Output each record below exactly, and include all of them.

(WORKING DATA begins)

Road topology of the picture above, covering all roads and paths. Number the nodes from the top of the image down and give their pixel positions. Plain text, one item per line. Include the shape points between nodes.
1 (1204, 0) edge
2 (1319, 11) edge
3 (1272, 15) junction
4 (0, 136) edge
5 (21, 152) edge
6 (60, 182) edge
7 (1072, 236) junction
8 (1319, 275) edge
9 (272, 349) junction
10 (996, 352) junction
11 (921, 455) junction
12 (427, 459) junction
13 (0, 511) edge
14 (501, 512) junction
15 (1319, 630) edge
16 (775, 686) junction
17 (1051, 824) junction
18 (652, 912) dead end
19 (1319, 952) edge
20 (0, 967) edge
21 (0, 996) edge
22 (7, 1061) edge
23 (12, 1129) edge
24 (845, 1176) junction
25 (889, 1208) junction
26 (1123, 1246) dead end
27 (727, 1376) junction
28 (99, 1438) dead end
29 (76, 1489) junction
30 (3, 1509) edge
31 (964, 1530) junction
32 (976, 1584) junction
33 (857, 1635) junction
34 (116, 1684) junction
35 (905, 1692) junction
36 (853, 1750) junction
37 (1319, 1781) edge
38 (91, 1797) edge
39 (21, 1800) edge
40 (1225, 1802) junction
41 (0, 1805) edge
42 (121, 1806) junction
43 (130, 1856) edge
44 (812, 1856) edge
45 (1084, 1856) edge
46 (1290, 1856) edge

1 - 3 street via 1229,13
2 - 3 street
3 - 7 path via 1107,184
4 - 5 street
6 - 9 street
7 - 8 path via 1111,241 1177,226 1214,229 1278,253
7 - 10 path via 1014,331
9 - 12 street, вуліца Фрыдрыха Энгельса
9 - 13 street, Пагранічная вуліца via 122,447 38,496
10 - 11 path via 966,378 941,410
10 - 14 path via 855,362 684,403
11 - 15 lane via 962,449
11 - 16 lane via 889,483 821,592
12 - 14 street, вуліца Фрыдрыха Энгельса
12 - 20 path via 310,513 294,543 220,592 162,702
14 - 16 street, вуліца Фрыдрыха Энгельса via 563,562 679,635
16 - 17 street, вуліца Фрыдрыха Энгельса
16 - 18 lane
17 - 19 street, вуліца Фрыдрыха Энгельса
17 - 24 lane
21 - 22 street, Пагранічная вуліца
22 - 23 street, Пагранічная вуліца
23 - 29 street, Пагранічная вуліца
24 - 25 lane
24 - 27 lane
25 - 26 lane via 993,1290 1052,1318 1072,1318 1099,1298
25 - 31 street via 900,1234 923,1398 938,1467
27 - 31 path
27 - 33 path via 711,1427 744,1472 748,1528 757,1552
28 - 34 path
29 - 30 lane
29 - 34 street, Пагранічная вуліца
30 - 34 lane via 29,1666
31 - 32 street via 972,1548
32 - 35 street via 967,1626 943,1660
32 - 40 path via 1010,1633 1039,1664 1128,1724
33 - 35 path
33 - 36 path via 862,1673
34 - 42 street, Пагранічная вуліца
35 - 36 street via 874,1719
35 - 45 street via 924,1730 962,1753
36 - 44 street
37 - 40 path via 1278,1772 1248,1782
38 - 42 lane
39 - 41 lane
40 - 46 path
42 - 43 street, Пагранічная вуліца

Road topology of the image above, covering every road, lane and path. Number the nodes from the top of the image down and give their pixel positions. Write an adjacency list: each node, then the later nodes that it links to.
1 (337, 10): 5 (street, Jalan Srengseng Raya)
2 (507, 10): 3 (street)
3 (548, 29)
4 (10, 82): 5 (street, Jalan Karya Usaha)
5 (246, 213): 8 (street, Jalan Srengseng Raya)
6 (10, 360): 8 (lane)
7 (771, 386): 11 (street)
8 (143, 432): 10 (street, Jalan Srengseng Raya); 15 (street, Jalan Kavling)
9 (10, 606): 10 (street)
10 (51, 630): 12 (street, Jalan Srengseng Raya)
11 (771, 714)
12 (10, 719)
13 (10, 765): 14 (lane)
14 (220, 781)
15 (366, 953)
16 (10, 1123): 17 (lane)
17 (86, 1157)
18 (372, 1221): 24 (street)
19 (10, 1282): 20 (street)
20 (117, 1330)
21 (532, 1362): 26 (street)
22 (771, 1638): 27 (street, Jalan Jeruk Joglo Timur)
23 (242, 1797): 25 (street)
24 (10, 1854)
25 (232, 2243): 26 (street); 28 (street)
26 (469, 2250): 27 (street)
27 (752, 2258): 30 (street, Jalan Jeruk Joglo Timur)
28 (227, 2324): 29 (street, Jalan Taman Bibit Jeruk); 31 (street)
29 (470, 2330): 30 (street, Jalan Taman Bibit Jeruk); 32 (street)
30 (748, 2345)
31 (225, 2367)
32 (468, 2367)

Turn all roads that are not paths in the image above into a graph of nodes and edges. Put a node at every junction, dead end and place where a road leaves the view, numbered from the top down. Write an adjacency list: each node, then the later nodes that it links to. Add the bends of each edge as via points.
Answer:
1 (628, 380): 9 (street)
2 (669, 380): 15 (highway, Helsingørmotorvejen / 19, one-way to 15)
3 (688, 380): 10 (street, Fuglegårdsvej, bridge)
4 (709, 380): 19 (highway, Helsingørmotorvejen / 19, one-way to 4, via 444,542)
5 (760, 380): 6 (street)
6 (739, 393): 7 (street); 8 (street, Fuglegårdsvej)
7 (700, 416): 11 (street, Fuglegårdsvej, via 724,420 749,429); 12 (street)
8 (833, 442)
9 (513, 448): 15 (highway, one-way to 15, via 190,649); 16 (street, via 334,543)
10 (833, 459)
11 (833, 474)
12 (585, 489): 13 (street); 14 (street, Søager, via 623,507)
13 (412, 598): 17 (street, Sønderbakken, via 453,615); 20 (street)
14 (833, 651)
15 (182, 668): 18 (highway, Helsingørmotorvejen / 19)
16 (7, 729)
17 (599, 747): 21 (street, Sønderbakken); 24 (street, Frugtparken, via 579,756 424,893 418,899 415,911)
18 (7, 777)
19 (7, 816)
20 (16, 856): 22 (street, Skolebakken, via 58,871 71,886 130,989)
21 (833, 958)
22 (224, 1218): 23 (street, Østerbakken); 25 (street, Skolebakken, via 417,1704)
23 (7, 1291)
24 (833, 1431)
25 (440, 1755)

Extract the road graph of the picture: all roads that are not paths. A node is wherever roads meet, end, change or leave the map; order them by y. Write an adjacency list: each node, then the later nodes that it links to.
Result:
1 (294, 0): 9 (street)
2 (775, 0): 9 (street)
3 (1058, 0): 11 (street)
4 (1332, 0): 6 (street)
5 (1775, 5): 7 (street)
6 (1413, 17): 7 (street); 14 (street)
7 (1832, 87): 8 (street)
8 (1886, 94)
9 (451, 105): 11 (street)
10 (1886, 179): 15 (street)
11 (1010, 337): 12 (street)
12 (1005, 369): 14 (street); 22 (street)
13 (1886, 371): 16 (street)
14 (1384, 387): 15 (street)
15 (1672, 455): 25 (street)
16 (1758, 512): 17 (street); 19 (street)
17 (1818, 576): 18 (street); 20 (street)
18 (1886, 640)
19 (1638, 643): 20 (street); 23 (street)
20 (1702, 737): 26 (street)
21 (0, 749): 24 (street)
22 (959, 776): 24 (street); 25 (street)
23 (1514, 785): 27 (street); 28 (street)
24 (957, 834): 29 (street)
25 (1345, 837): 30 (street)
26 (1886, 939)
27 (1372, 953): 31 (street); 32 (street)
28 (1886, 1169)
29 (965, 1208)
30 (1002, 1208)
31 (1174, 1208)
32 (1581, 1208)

(WORKING DATA ends)

PROBLEM SOLUTION:
Road topology of the picture above, covering all roads and paths. Number the nodes from the top of the image down and give their pixel positions. Plain text, one item per line. Include the shape points between nodes.
1 (1204, 0) edge
2 (1319, 11) edge
3 (1272, 15) junction
4 (0, 136) edge
5 (21, 152) edge
6 (60, 182) edge
7 (1072, 236) junction
8 (1319, 275) edge
9 (272, 349) junction
10 (996, 352) junction
11 (921, 455) junction
12 (427, 459) junction
13 (0, 511) edge
14 (501, 512) junction
15 (1319, 630) edge
16 (775, 686) junction
17 (1051, 824) junction
18 (652, 912) dead end
19 (1319, 952) edge
20 (0, 967) edge
21 (0, 996) edge
22 (7, 1061) edge
23 (12, 1129) edge
24 (845, 1176) junction
25 (889, 1208) junction
26 (1123, 1246) dead end
27 (727, 1376) junction
28 (99, 1438) dead end
29 (76, 1489) junction
30 (3, 1509) edge
31 (964, 1530) junction
32 (976, 1584) junction
33 (857, 1635) junction
34 (116, 1684) junction
35 (905, 1692) junction
36 (853, 1750) junction
37 (1319, 1781) edge
38 (91, 1797) edge
39 (21, 1800) edge
40 (1225, 1802) junction
41 (0, 1805) edge
42 (121, 1806) junction
43 (130, 1856) edge
44 (812, 1856) edge
45 (1084, 1856) edge
46 (1290, 1856) edge

1 - 3 street via 1229,13
2 - 3 street
3 - 7 path via 1107,184
4 - 5 street
6 - 9 street
7 - 8 path via 1111,241 1177,226 1214,229 1278,253
7 - 10 path via 1014,331
9 - 12 street, вуліца Фрыдрыха Энгельса
9 - 13 street, Пагранічная вуліца via 122,447 38,496
10 - 11 path via 966,378 941,410
10 - 14 path via 855,362 684,403
11 - 15 lane via 962,449
11 - 16 lane via 889,483 821,592
12 - 14 street, вуліца Фрыдрыха Энгельса
12 - 20 path via 310,513 294,543 220,592 162,702
14 - 16 street, вуліца Фрыдрыха Энгельса via 563,562 679,635
16 - 17 street, вуліца Фрыдрыха Энгельса
16 - 18 lane
17 - 19 street, вуліца Фрыдрыха Энгельса
17 - 24 lane
21 - 22 street, Пагранічная вуліца
22 - 23 street, Пагранічная вуліца
23 - 29 street, Пагранічная вуліца
24 - 25 lane
24 - 27 lane
25 - 26 lane via 993,1290 1052,1318 1072,1318 1099,1298
25 - 31 street via 900,1234 923,1398 938,1467
27 - 31 path
27 - 33 path via 711,1427 744,1472 748,1528 757,1552
28 - 34 path
29 - 30 lane
29 - 34 street, Пагранічная вуліца
30 - 34 lane via 29,1666
31 - 32 street via 972,1548
32 - 35 street via 967,1626 943,1660
32 - 40 path via 1010,1633 1039,1664 1128,1724
33 - 35 path
33 - 36 path via 862,1673
34 - 42 street, Пагранічная вуліца
35 - 36 street via 874,1719
35 - 45 street via 924,1730 962,1753
36 - 44 street
37 - 40 path via 1278,1772 1248,1782
38 - 42 lane
39 - 41 lane
40 - 46 path
42 - 43 street, Пагранічная вуліца

Road topology of the image above, covering every road, lane and path. Number the nodes from the top of the image down and give their pixel positions. Write an adjacency list: each node, then the later nodes that it links to.
1 (337, 10): 5 (street, Jalan Srengseng Raya)
2 (507, 10): 3 (street)
3 (548, 29)
4 (10, 82): 5 (street, Jalan Karya Usaha)
5 (246, 213): 8 (street, Jalan Srengseng Raya)
6 (10, 360): 8 (lane)
7 (771, 386): 11 (street)
8 (143, 432): 10 (street, Jalan Srengseng Raya); 15 (street, Jalan Kavling)
9 (10, 606): 10 (street)
10 (51, 630): 12 (street, Jalan Srengseng Raya)
11 (771, 714)
12 (10, 719)
13 (10, 765): 14 (lane)
14 (220, 781)
15 (366, 953)
16 (10, 1123): 17 (lane)
17 (86, 1157)
18 (372, 1221): 24 (street)
19 (10, 1282): 20 (street)
20 (117, 1330)
21 (532, 1362): 26 (street)
22 (771, 1638): 27 (street, Jalan Jeruk Joglo Timur)
23 (242, 1797): 25 (street)
24 (10, 1854)
25 (232, 2243): 26 (street); 28 (street)
26 (469, 2250): 27 (street)
27 (752, 2258): 30 (street, Jalan Jeruk Joglo Timur)
28 (227, 2324): 29 (street, Jalan Taman Bibit Jeruk); 31 (street)
29 (470, 2330): 30 (street, Jalan Taman Bibit Jeruk); 32 (street)
30 (748, 2345)
31 (225, 2367)
32 (468, 2367)

Turn all roads that are not paths in the image above into a graph of nodes and edges. Put a node at every junction, dead end and place where a road leaves the view, numbered from the top down. Write an adjacency list: each node, then the later nodes that it links to. Add the bends of each edge as via points.
Answer:
1 (628, 380): 9 (street)
2 (669, 380): 15 (highway, Helsingørmotorvejen / 19, one-way to 15)
3 (688, 380): 10 (street, Fuglegårdsvej, bridge)
4 (709, 380): 19 (highway, Helsingørmotorvejen / 19, one-way to 4, via 444,542)
5 (760, 380): 6 (street)
6 (739, 393): 7 (street); 8 (street, Fuglegårdsvej)
7 (700, 416): 11 (street, Fuglegårdsvej, via 724,420 749,429); 12 (street)
8 (833, 442)
9 (513, 448): 15 (highway, one-way to 15, via 190,649); 16 (street, via 334,543)
10 (833, 459)
11 (833, 474)
12 (585, 489): 13 (street); 14 (street, Søager, via 623,507)
13 (412, 598): 17 (street, Sønderbakken, via 453,615); 20 (street)
14 (833, 651)
15 (182, 668): 18 (highway, Helsingørmotorvejen / 19)
16 (7, 729)
17 (599, 747): 21 (street, Sønderbakken); 24 (street, Frugtparken, via 579,756 424,893 418,899 415,911)
18 (7, 777)
19 (7, 816)
20 (16, 856): 22 (street, Skolebakken, via 58,871 71,886 130,989)
21 (833, 958)
22 (224, 1218): 23 (street, Østerbakken); 25 (street, Skolebakken, via 417,1704)
23 (7, 1291)
24 (833, 1431)
25 (440, 1755)

Extract the road graph of the picture: all roads that are not paths. A node is wherever roads meet, end, change or leave the map; order them by y. Write an adjacency list: each node, then the later nodes that it links to.
Result:
1 (294, 0): 9 (street)
2 (775, 0): 9 (street)
3 (1058, 0): 11 (street)
4 (1332, 0): 6 (street)
5 (1775, 5): 7 (street)
6 (1413, 17): 7 (street); 14 (street)
7 (1832, 87): 8 (street)
8 (1886, 94)
9 (451, 105): 11 (street)
10 (1886, 179): 15 (street)
11 (1010, 337): 12 (street)
12 (1005, 369): 14 (street); 22 (street)
13 (1886, 371): 16 (street)
14 (1384, 387): 15 (street)
15 (1672, 455): 25 (street)
16 (1758, 512): 17 (street); 19 (street)
17 (1818, 576): 18 (street); 20 (street)
18 (1886, 640)
19 (1638, 643): 20 (street); 23 (street)
20 (1702, 737): 26 (street)
21 (0, 749): 24 (street)
22 (959, 776): 24 (street); 25 (street)
23 (1514, 785): 27 (street); 28 (street)
24 (957, 834): 29 (street)
25 (1345, 837): 30 (street)
26 (1886, 939)
27 (1372, 953): 31 (street); 32 (street)
28 (1886, 1169)
29 (965, 1208)
30 (1002, 1208)
31 (1174, 1208)
32 (1581, 1208)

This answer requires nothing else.